Now I understand. The recently discovered document in which the Vatican instructed its representatives in France after World War II to prevent baptized Jewish children from being returned to their families, finally makes clear to me what happened to me as a "Hidden Child" after the war.
Like the many thousands of Jews who probably were saved because Catholic individuals, families and institutions chose to take in Jewish children whose parents were being dragged off to the concentration camps, I was one of those children. My nanny took me in. She persuaded a priest in the Lithuanian city we had reached, after fleeing our home in Poland as we tried to stay ahead of the Nazis, to baptize me and falsify records to show that I was born to a Catholic family. Clearly, she could not have done this without the approval involvement and support of the priest, the church and the church hierarchy.
It also is clear that without the baptism, many of those who took in Jewish children would have found themselves in a far more dangerous situation where exposure was more likely and retribution by the Nazis a certainty.
I long have believed that there are many stories of acts of courage by Catholics that have not seen the light of day. Unfortunately, there is a troubling negative side to this history that now has been compounded by the revelation about orders from the Vatican. (The story, broken by The New York Times' Elaine Sciolino, appeared in The Post on Jan. 9, "1946 letter reopens Holocaust wounds.")
Most Jewish children who were taken in and baptized were not as fortunate as I was. My parents survived the camps and the ghetto and returned to claim their child. Possibly thousands of others, particularly in Poland, where by far the largest numbers of Jews were taken away, but in other European countries as well, were raised as Catholics and never have been told to this day of their true origins.
That is why 10 years ago, in a meeting with Pope John Paul II, I called on the Vatican to recommend to the dioceses throughout Europe, but especially in Poland, France and Belgium, that they open the baptismal records of children saved by Catholics during the war.

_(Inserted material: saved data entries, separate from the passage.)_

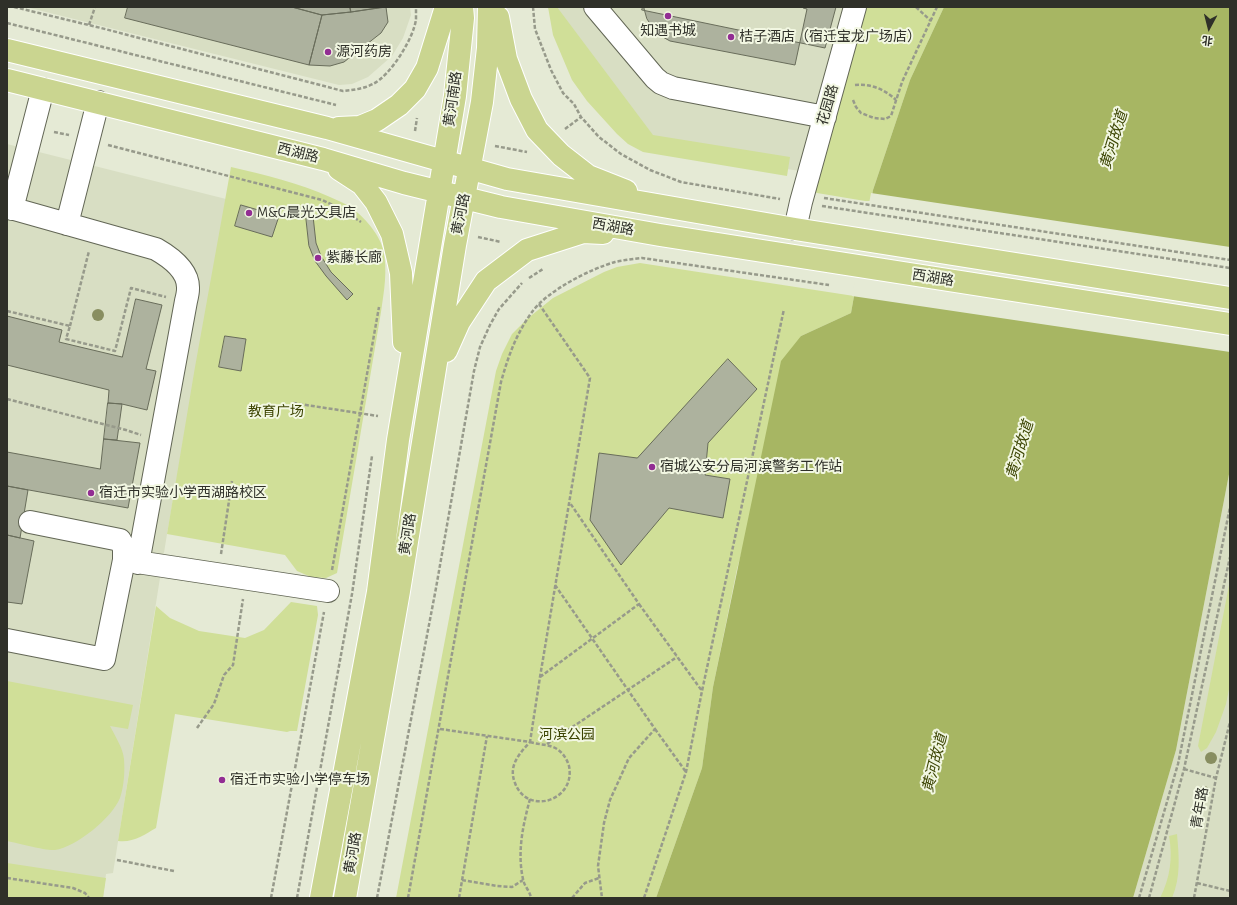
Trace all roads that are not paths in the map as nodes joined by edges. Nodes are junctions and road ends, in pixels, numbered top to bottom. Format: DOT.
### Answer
graph roads {
  1 [pos="446,7"];
  2 [pos="462,7"];
  3 [pos="489,7"];
  4 [pos="496,7"];
  5 [pos="595,7"];
  6 [pos="855,7"];
  7 [pos="7,50"];
  8 [pos="7,80"];
  9 [pos="43,89"];
  10 [pos="98,102"];
  11 [pos="825,117"];
  12 [pos="327,128"];
  13 [pos="323,159"];
  14 [pos="444,162"];
  15 [pos="470,170"];
  16 [pos="439,191"];
  17 [pos="464,198"];
  18 [pos="668,207"];
  19 [pos="10,208"];
  20 [pos="67,224"];
  21 [pos="795,230"];
  22 [pos="660,235"];
  23 [pos="1230,298"];
  24 [pos="1230,324"];
  25 [pos="398,440"];
  26 [pos="423,440"];
  27 [pos="30,522"];
  28 [pos="131,562"];
  29 [pos="328,591"];
  30 [pos="7,640"];
  31 [pos="321,898"];
  32 [pos="345,898"];
  1 -- 12 [label="main road"];
  2 -- 14 [label="main road, 黄河南路"];
  3 -- 15 [label="main road, 黄河南路"];
  4 -- 18 [label="main road"];
  5 -- 11 [label="street"];
  6 -- 11 [label="street, 花园路"];
  7 -- 12 [label="main road"];
  8 -- 9 [label="main road, 西湖路"];
  9 -- 10 [label="main road, 西湖路"];
  9 -- 19 [label="street"];
  10 -- 13 [label="main road, 西湖路"];
  10 -- 20 [label="street"];
  11 -- 21 [label="street, 花园路"];
  12 -- 14 [label="main road"];
  13 -- 16 [label="main road, 西湖路"];
  13 -- 25 [label="main road"];
  14 -- 15 [label="main road"];
  14 -- 16 [label="main road, 黄河南路"];
  15 -- 17 [label="main road, 黄河路"];
  15 -- 18 [label="main road"];
  16 -- 17 [label="main road, 西湖路"];
  16 -- 25 [label="main road, 黄河路"];
  17 -- 22 [label="main road, 西湖路"];
  17 -- 26 [label="main road, 黄河路"];
  18 -- 21 [label="main road, 西湖路"];
  19 -- 20 [label="street"];
  20 -- 28 [label="street"];
  21 -- 23 [label="main road, 西湖路"];
  22 -- 24 [label="main road, 西湖路"];
  22 -- 26 [label="main road"];
  25 -- 31 [label="main road, 黄河路"];
  26 -- 32 [label="main road, 黄河路"];
  27 -- 28 [label="street"];
  28 -- 29 [label="street"];
  28 -- 30 [label="street"];
}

I argued then, as I do now, that this would give the "Hidden Children" an opportunity to discover their true origins and possibly a return to their original faith, while providing a magnificent story of courage by Catholics. In the hell that was the Holocaust, this is one bright shining light.
The disclosure about the Vatican directive to French authorities after the war adds a new dimension to the issue in general and to my personal experience. When my parents returned to claim me, my nanny, a pious Catholic, refused to return me to my parents and my faith. This resulted in a series of kidnappings and a custody battle. For many years, my parents could not fathom my nanny's sudden change of heart and her determined effort to keep me. The recent disclosure sadly sheds light on her actions.
More broadly, the directive, which most likely was not limited to France but reached Catholic clergy throughout Europe, adds a level of responsibility for the church to actively participate in revealing the truth about those who were baptized. In other words, it is not only a question of providing an opportunity for people born Jewish to learn of their origins, even if it is 60 years later, though that is sufficient reason in itself. It is also a question of the church making right a directive which had a profound imprint on the lives of thousands of people and which is inconsistent with the many positive changes that have taken place in the Vatican attitudes toward Jews and Judaism in the past half-century.
A lot of things can be set right, even at this late date, if access to historical records is provided. Acts of heroism can be known, a special class of Holocaust survivors can connect to their past, and the church can act today in a positive way to ameliorate past decisions. Now is the time to act, because time is running out.